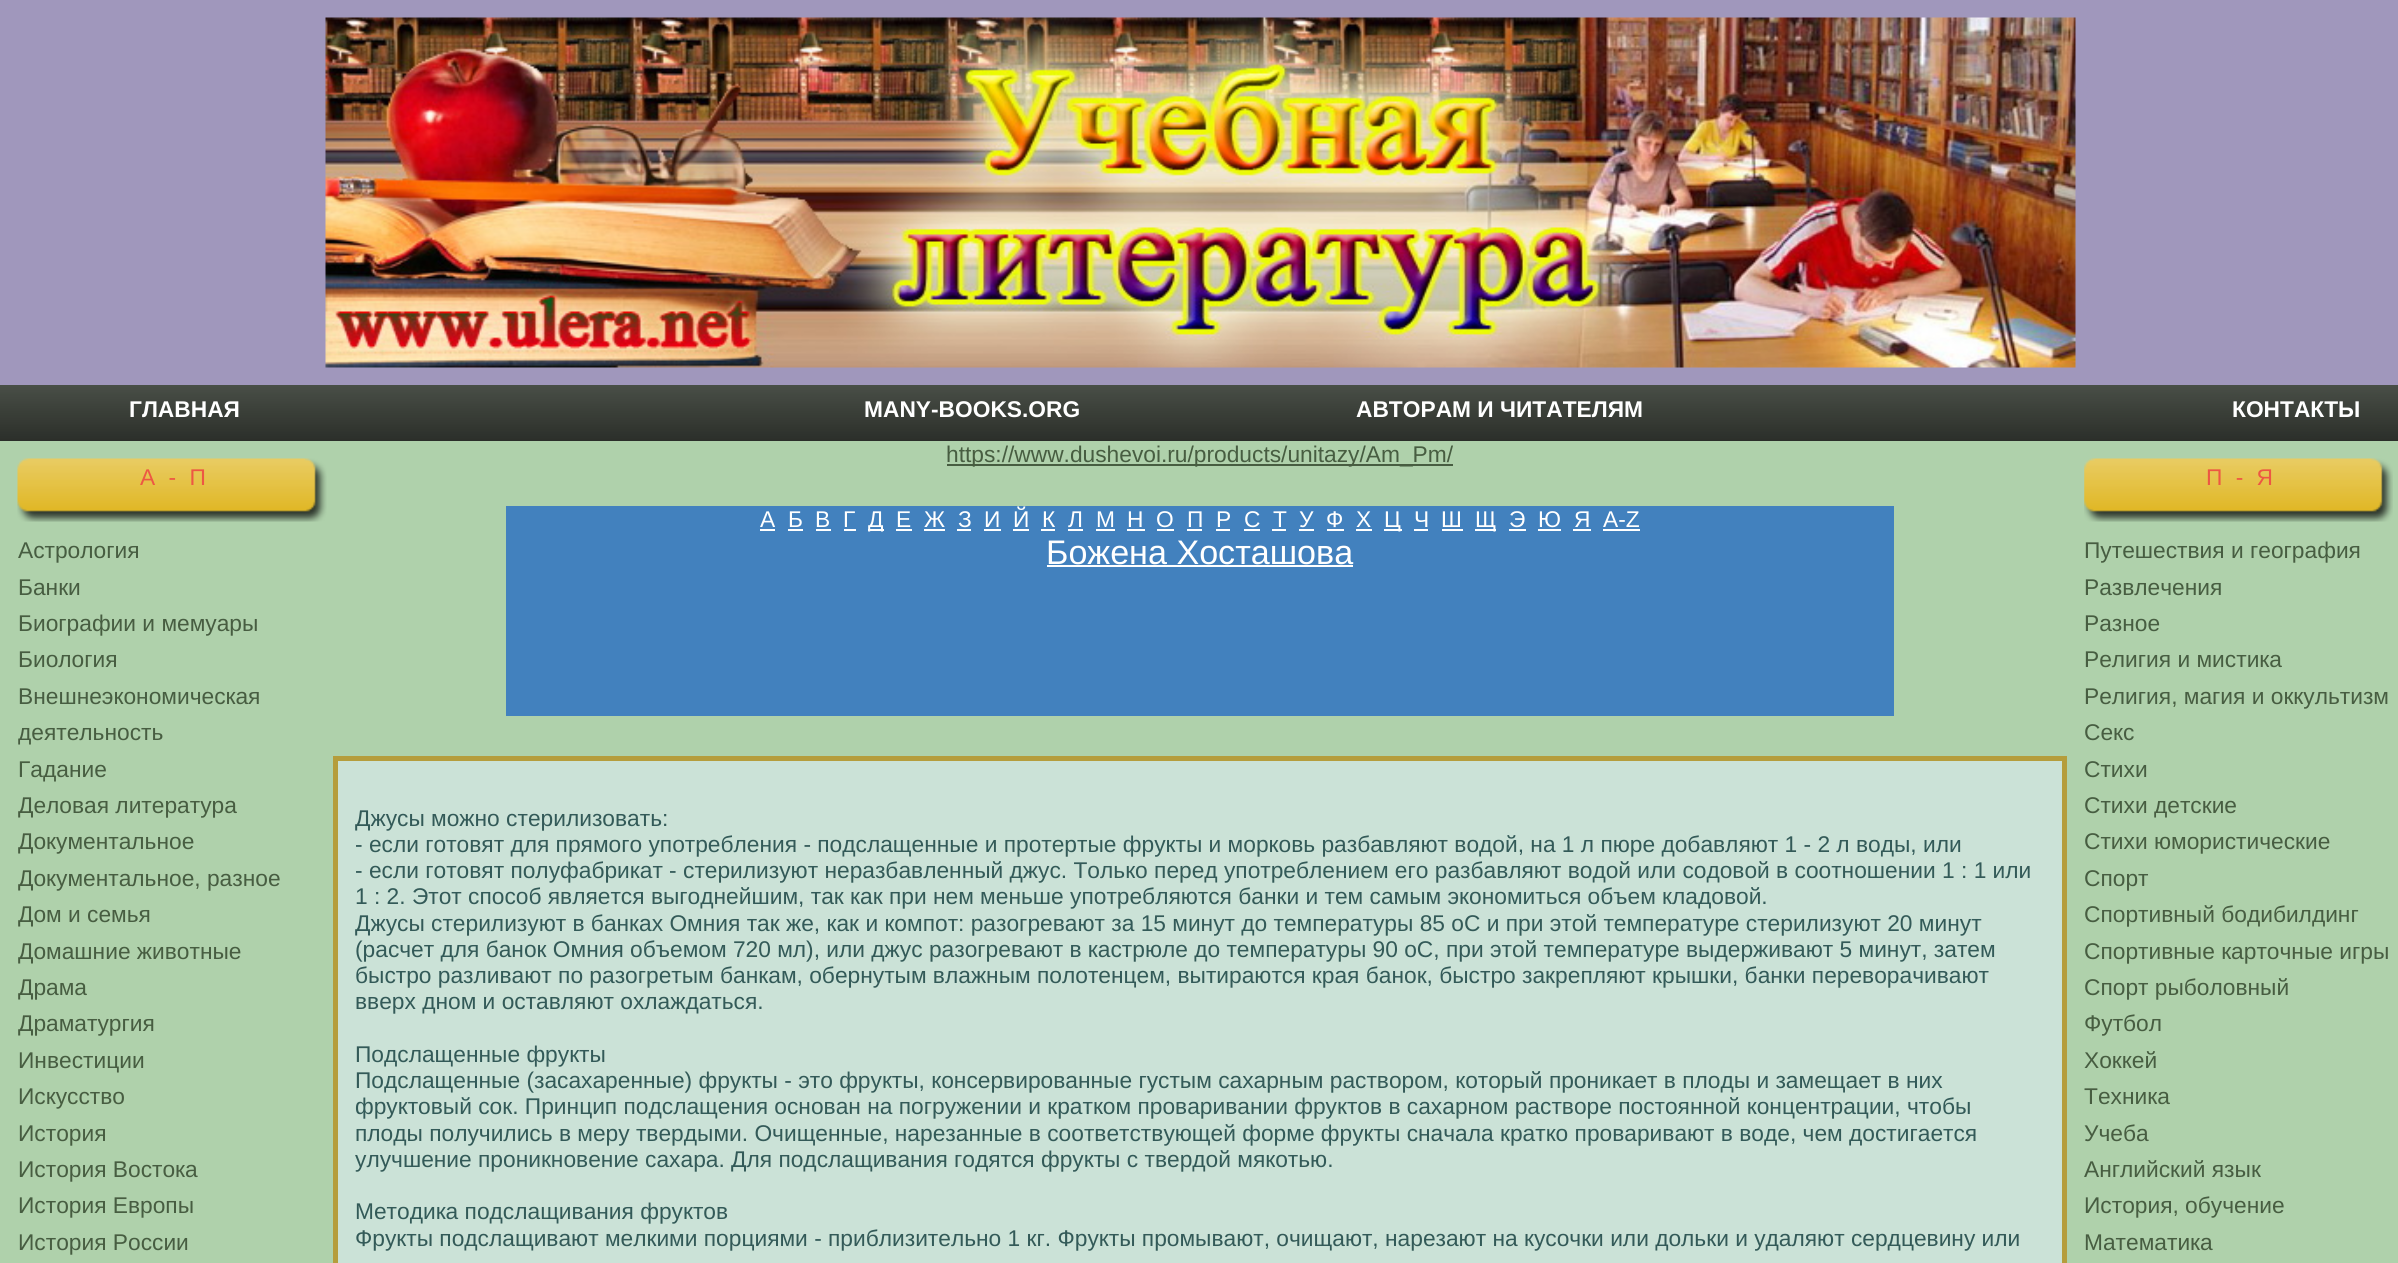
#include <cairo.h>
#include <math.h>
#include <stddef.h>

static cairo_t *ctx;

static void use_color(int r, int g, int b) {
    cairo_set_source_rgb(ctx, r / 255.0, g / 255.0, b / 255.0);
}

static void spaced_text(double x, double y, const char *s, double letter, double word) {
    cairo_move_to(ctx, x, y);
    while (*s) {
        char ch[5] = {0};
        int n = 0;
        do ch[n++] = *s++; while ((*s & 0xC0) == 0x80);
        cairo_show_text(ctx, ch);
        cairo_rel_move_to(ctx, letter + word * (*ch == ' '), 0);
    }
}

static void picture(const char *path, double x, double y, double w, double h) {
    cairo_surface_t *image = cairo_image_surface_create_from_png(path);
    cairo_save(ctx);
    cairo_set_source_surface(ctx, image, x, y);
    cairo_rectangle(ctx, x, y, w, h);
    cairo_fill(ctx);
    cairo_restore(ctx);
    cairo_surface_destroy(image);
}

int main(void) {
    cairo_surface_t *surface = cairo_image_surface_create(CAIRO_FORMAT_RGB24, 2398, 1263);
    ctx = cairo_create(surface);
    cairo_font_options_t *options = cairo_font_options_create();
    cairo_font_options_set_hint_metrics(options, CAIRO_HINT_METRICS_OFF);
    cairo_font_options_set_hint_style(options, CAIRO_HINT_STYLE_NONE);
    cairo_set_font_options(ctx, options);
    cairo_set_miter_limit(ctx, 4);
    use_color(175, 209, 171);
    cairo_paint(ctx);
    use_color(160, 151, 188);
    cairo_rectangle(ctx, 0, 0, 2398, 385);
    cairo_fill(ctx);
    picture("img1.png", 325, 17, 1751, 351);
    picture("img2.png", 0, 385, 2398, 56);
    cairo_select_font_face(ctx, "Liberation Sans", CAIRO_FONT_SLANT_NORMAL, CAIRO_FONT_WEIGHT_BOLD);
    cairo_set_font_size(ctx, 22.75);
    use_color(255, 255, 255);
    cairo_move_to(ctx, 129, 417);
    cairo_show_text(ctx, "ГЛАВНАЯ");
    cairo_move_to(ctx, 864, 417);
    cairo_show_text(ctx, "MANY-BOOKS.ORG");
    cairo_move_to(ctx, 1356, 417);
    cairo_show_text(ctx, "АВТОРАМ И ЧИТАТЕЛЯМ");
    cairo_move_to(ctx, 2232, 417);
    cairo_show_text(ctx, "КОНТАКТЫ");
    picture("img3.png", 17, 458, 310, 64);
    cairo_select_font_face(ctx, "Liberation Sans", CAIRO_FONT_SLANT_NORMAL, CAIRO_FONT_WEIGHT_NORMAL);
    use_color(237, 87, 67);
    spaced_text(140, 485, "А - П", 3.5, 0);
    use_color(71, 93, 65);
    cairo_move_to(ctx, 18, 558);
    cairo_show_text(ctx, "Астрология");
    cairo_move_to(ctx, 18, 595);
    cairo_show_text(ctx, "Банки");
    cairo_move_to(ctx, 18, 631);
    cairo_show_text(ctx, "Биографии и мемуары");
    cairo_move_to(ctx, 18, 667);
    cairo_show_text(ctx, "Биология");
    cairo_move_to(ctx, 18, 704);
    cairo_show_text(ctx, "Внешнеэкономическая");
    cairo_move_to(ctx, 18, 740);
    cairo_show_text(ctx, "деятельность");
    cairo_move_to(ctx, 18, 777);
    cairo_show_text(ctx, "Гадание");
    cairo_move_to(ctx, 18, 813);
    cairo_show_text(ctx, "Деловая литература");
    cairo_move_to(ctx, 18, 849);
    cairo_show_text(ctx, "Документальное");
    cairo_move_to(ctx, 18, 886);
    cairo_show_text(ctx, "Документальное, разное");
    cairo_move_to(ctx, 18, 922);
    cairo_show_text(ctx, "Дом и семья");
    cairo_move_to(ctx, 18, 959);
    cairo_show_text(ctx, "Домашние животные");
    cairo_move_to(ctx, 18, 995);
    cairo_show_text(ctx, "Драма");
    cairo_move_to(ctx, 18, 1031);
    cairo_show_text(ctx, "Драматургия");
    cairo_move_to(ctx, 18, 1068);
    cairo_show_text(ctx, "Инвестиции");
    cairo_move_to(ctx, 18, 1104);
    cairo_show_text(ctx, "Искусство");
    cairo_move_to(ctx, 18, 1141);
    cairo_show_text(ctx, "История");
    cairo_move_to(ctx, 18, 1177);
    cairo_show_text(ctx, "История Востока");
    cairo_move_to(ctx, 18, 1213);
    cairo_show_text(ctx, "История Европы");
    cairo_move_to(ctx, 18, 1250);
    cairo_show_text(ctx, "История России");
    cairo_rectangle(ctx, 947, 464, 506, 2);
    cairo_fill(ctx);
    cairo_move_to(ctx, 946, 462);
    cairo_show_text(ctx, "https://www.dushevoi.ru/products/unitazy/Am_Pm/");
    use_color(66, 129, 190);
    cairo_rectangle(ctx, 506, 506, 1388, 210);
    cairo_fill(ctx);
    use_color(255, 255, 255);
    cairo_move_to(ctx, 760, 527);
    cairo_show_text(ctx, "А");
    cairo_rectangle(ctx, 760, 529, 15, 2);
    cairo_fill(ctx);
    cairo_move_to(ctx, 788, 527);
    cairo_show_text(ctx, "Б");
    cairo_rectangle(ctx, 788, 529, 15, 2);
    cairo_fill(ctx);
    cairo_move_to(ctx, 815, 527);
    cairo_show_text(ctx, "В");
    cairo_rectangle(ctx, 816, 529, 15, 2);
    cairo_fill(ctx);
    cairo_move_to(ctx, 843, 527);
    cairo_show_text(ctx, "Г");
    cairo_rectangle(ctx, 844, 529, 12, 2);
    cairo_fill(ctx);
    cairo_rectangle(ctx, 868, 529, 16, 2);
    cairo_fill(ctx);
    cairo_move_to(ctx, 868, 527);
    cairo_show_text(ctx, "Д");
    cairo_move_to(ctx, 896, 527);
    cairo_show_text(ctx, "Е");
    cairo_rectangle(ctx, 896, 529, 16, 2);
    cairo_fill(ctx);
    cairo_move_to(ctx, 924, 527);
    cairo_show_text(ctx, "Ж");
    cairo_rectangle(ctx, 924, 529, 21, 2);
    cairo_fill(ctx);
    cairo_move_to(ctx, 958, 527);
    cairo_show_text(ctx, "З");
    cairo_rectangle(ctx, 957, 529, 14, 2);
    cairo_fill(ctx);
    cairo_move_to(ctx, 984, 527);
    cairo_show_text(ctx, "И");
    cairo_rectangle(ctx, 984, 529, 17, 2);
    cairo_fill(ctx);
    cairo_move_to(ctx, 1013, 527);
    cairo_show_text(ctx, "Й");
    cairo_rectangle(ctx, 1013, 529, 16, 2);
    cairo_fill(ctx);
    cairo_move_to(ctx, 1042, 527);
    cairo_show_text(ctx, "К");
    cairo_rectangle(ctx, 1041, 529, 14, 2);
    cairo_fill(ctx);
    cairo_move_to(ctx, 1068, 527);
    cairo_show_text(ctx, "Л");
    cairo_rectangle(ctx, 1068, 529, 15, 2);
    cairo_fill(ctx);
    cairo_move_to(ctx, 1096, 527);
    cairo_show_text(ctx, "М");
    cairo_rectangle(ctx, 1096, 529, 19, 2);
    cairo_fill(ctx);
    cairo_move_to(ctx, 1127, 527);
    cairo_show_text(ctx, "Н");
    cairo_rectangle(ctx, 1127, 529, 18, 2);
    cairo_fill(ctx);
    cairo_move_to(ctx, 1156, 527);
    cairo_show_text(ctx, "О");
    cairo_rectangle(ctx, 1157, 529, 17, 2);
    cairo_fill(ctx);
    cairo_move_to(ctx, 1187, 527);
    cairo_show_text(ctx, "П");
    cairo_rectangle(ctx, 1187, 529, 15, 2);
    cairo_fill(ctx);
    cairo_move_to(ctx, 1216, 527);
    cairo_show_text(ctx, "Р");
    cairo_rectangle(ctx, 1216, 529, 14, 2);
    cairo_fill(ctx);
    cairo_move_to(ctx, 1244, 527);
    cairo_show_text(ctx, "С");
    cairo_rectangle(ctx, 1244, 529, 16, 2);
    cairo_fill(ctx);
    cairo_move_to(ctx, 1273, 527);
    cairo_show_text(ctx, "Т");
    cairo_rectangle(ctx, 1272, 529, 14, 2);
    cairo_fill(ctx);
    cairo_move_to(ctx, 1299, 527);
    cairo_show_text(ctx, "У");
    cairo_rectangle(ctx, 1299, 529, 15, 2);
    cairo_fill(ctx);
    cairo_move_to(ctx, 1326, 527);
    cairo_show_text(ctx, "Ф");
    cairo_rectangle(ctx, 1327, 529, 17, 2);
    cairo_fill(ctx);
    cairo_move_to(ctx, 1356, 527);
    cairo_show_text(ctx, "Х");
    cairo_rectangle(ctx, 1356, 529, 16, 2);
    cairo_fill(ctx);
    cairo_rectangle(ctx, 1384, 529, 18, 2);
    cairo_fill(ctx);
    cairo_move_to(ctx, 1384, 527);
    cairo_show_text(ctx, "Ц");
    cairo_move_to(ctx, 1414, 527);
    cairo_show_text(ctx, "Ч");
    cairo_rectangle(ctx, 1414, 529, 14, 2);
    cairo_fill(ctx);
    cairo_move_to(ctx, 1441, 527);
    cairo_show_text(ctx, "Ш");
    cairo_rectangle(ctx, 1442, 529, 21, 2);
    cairo_fill(ctx);
    cairo_rectangle(ctx, 1475, 529, 21, 2);
    cairo_fill(ctx);
    cairo_move_to(ctx, 1475, 527);
    cairo_show_text(ctx, "Щ");
    cairo_move_to(ctx, 1509, 527);
    cairo_show_text(ctx, "Э");
    cairo_rectangle(ctx, 1509, 529, 17, 2);
    cairo_fill(ctx);
    cairo_move_to(ctx, 1538, 527);
    cairo_show_text(ctx, "Ю");
    cairo_rectangle(ctx, 1538, 529, 23, 2);
    cairo_fill(ctx);
    cairo_move_to(ctx, 1574, 527);
    cairo_show_text(ctx, "Я");
    cairo_rectangle(ctx, 1573, 529, 18, 2);
    cairo_fill(ctx);
    cairo_move_to(ctx, 1603, 527);
    cairo_show_text(ctx, "A-Z");
    cairo_rectangle(ctx, 1603, 529, 37, 2);
    cairo_fill(ctx);
    cairo_set_font_size(ctx, 34.1);
    cairo_move_to(ctx, 1046, 564);
    cairo_show_text(ctx, "Божена Хосташова");
    cairo_rectangle(ctx, 1047, 565, 306, 2);
    cairo_fill(ctx);
    use_color(203, 226, 215);
    cairo_rectangle(ctx, 335.5, 758.5, 1729, 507);
    cairo_fill_preserve(ctx);
    use_color(181, 157, 60);
    cairo_set_line_width(ctx, 5);
    cairo_stroke(ctx);
    cairo_set_font_size(ctx, 22.75);
    use_color(51, 90, 88);
    cairo_move_to(ctx, 355, 826);
    cairo_show_text(ctx, "Джусы можно стерилизовать:");
    cairo_move_to(ctx, 355, 852);
    cairo_show_text(ctx, "- если готовят для прямого употребления - подслащенные и протертые фрукты и морковь разбавляют водой, на 1 л пюре добавляют 1 - 2 л воды, или");
    cairo_move_to(ctx, 355, 878);
    cairo_show_text(ctx, "- если готовят полуфабрикат - стерилизуют неразбавленный джус. Только перед употреблением его разбавляют водой или содовой в соотношении 1 : 1 или");
    cairo_move_to(ctx, 355, 904);
    cairo_show_text(ctx, "1 : 2. Этот способ является выгоднейшим, так как при нем меньше употребляются банки и тем самым экономиться объем кладовой.");
    cairo_move_to(ctx, 355, 931);
    cairo_show_text(ctx, "Джусы стерилизуют в банках Омния так же, как и компот: разогревают за 15 минут до температуры 85 oC и при этой температуре стерилизуют 20 минут");
    cairo_move_to(ctx, 355, 957);
    cairo_show_text(ctx, "(расчет для банок Омния объемом 720 мл), или джус разогревают в кастрюле до температуры 90 oC, при этой температуре выдерживают 5 минут, затем");
    cairo_move_to(ctx, 355, 983);
    cairo_show_text(ctx, "быстро разливают по разогретым банкам, обернутым влажным полотенцем, вытираются края банок, быстро закрепляют крышки, банки переворачивают");
    cairo_move_to(ctx, 355, 1009);
    cairo_show_text(ctx, "вверх дном и оставляют охлаждаться.");
    cairo_move_to(ctx, 355, 1062);
    cairo_show_text(ctx, "Подслащенные фрукты");
    cairo_move_to(ctx, 355, 1088);
    cairo_show_text(ctx, "Подслащенные (засахаренные) фрукты - это фрукты, консервированные густым сахарным раствором, который проникает в плоды и замещает в них");
    cairo_move_to(ctx, 355, 1114);
    cairo_show_text(ctx, "фруктовый сок. Принцип подслащения основан на погружении и кратком проваривании фруктов в сахарном растворе постоянной концентрации, чтобы");
    cairo_move_to(ctx, 355, 1141);
    cairo_show_text(ctx, "плоды получились в меру твердыми. Очищенные, нарезанные в соответствующей форме фрукты сначала кратко проваривают в воде, чем достигается");
    cairo_move_to(ctx, 355, 1167);
    cairo_show_text(ctx, "улучшение проникновение сахара. Для подслащивания годятся фрукты с твердой мякотью.");
    cairo_move_to(ctx, 355, 1219);
    cairo_show_text(ctx, "Методика подслащивания фруктов");
    cairo_move_to(ctx, 355, 1246);
    cairo_show_text(ctx, "Фрукты подслащивают мелкими порциями - приблизительно 1 кг. Фрукты промывают, очищают, нарезают на кусочки или дольки и удаляют сердцевину или");
    picture("img4.png", 2084, 458, 309, 64);
    use_color(237, 87, 67);
    spaced_text(2206, 485, "П - Я", 3.5, 0);
    use_color(71, 93, 65);
    cairo_move_to(ctx, 2084, 558);
    cairo_show_text(ctx, "Путешествия и география");
    cairo_move_to(ctx, 2084, 595);
    cairo_show_text(ctx, "Развлечения");
    cairo_move_to(ctx, 2084, 631);
    cairo_show_text(ctx, "Разное");
    cairo_move_to(ctx, 2084, 667);
    cairo_show_text(ctx, "Религия и мистика");
    cairo_move_to(ctx, 2084, 704);
    cairo_show_text(ctx, "Религия, магия и оккультизм");
    cairo_move_to(ctx, 2084, 740);
    cairo_show_text(ctx, "Секс");
    cairo_move_to(ctx, 2084, 777);
    cairo_show_text(ctx, "Стихи");
    cairo_move_to(ctx, 2084, 813);
    cairo_show_text(ctx, "Стихи детские");
    cairo_move_to(ctx, 2084, 849);
    cairo_show_text(ctx, "Стихи юмористические");
    cairo_move_to(ctx, 2084, 886);
    cairo_show_text(ctx, "Спорт");
    cairo_move_to(ctx, 2084, 922);
    cairo_show_text(ctx, "Спортивный бодибилдинг");
    cairo_move_to(ctx, 2084, 959);
    cairo_show_text(ctx, "Спортивные карточные игры");
    cairo_move_to(ctx, 2084, 995);
    cairo_show_text(ctx, "Спорт рыболовный");
    cairo_move_to(ctx, 2084, 1031);
    cairo_show_text(ctx, "Футбол");
    cairo_move_to(ctx, 2084, 1068);
    cairo_show_text(ctx, "Хоккей");
    cairo_move_to(ctx, 2084, 1104);
    cairo_show_text(ctx, "Техника");
    cairo_move_to(ctx, 2084, 1141);
    cairo_show_text(ctx, "Учеба");
    cairo_move_to(ctx, 2084, 1177);
    cairo_show_text(ctx, "Английский язык");
    cairo_move_to(ctx, 2084, 1213);
    cairo_show_text(ctx, "История, обучение");
    cairo_move_to(ctx, 2084, 1250);
    cairo_show_text(ctx, "Математика");
    cairo_surface_write_to_png(surface, "result.png");
    cairo_font_options_destroy(options);
    cairo_destroy(ctx);
    cairo_surface_destroy(surface);
    return 0;
}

What is expected → Among the lines of the listing above, which ones hold "Джусы"? Copy them.

Task solution →
    cairo_show_text(ctx, "Джусы можно стерилизовать:");
    cairo_show_text(ctx, "Джусы стерилизуют в банках Омния так же, как и компот: разогревают за 15 минут до температуры 85 oC и при этой температуре стерилизуют 20 минут");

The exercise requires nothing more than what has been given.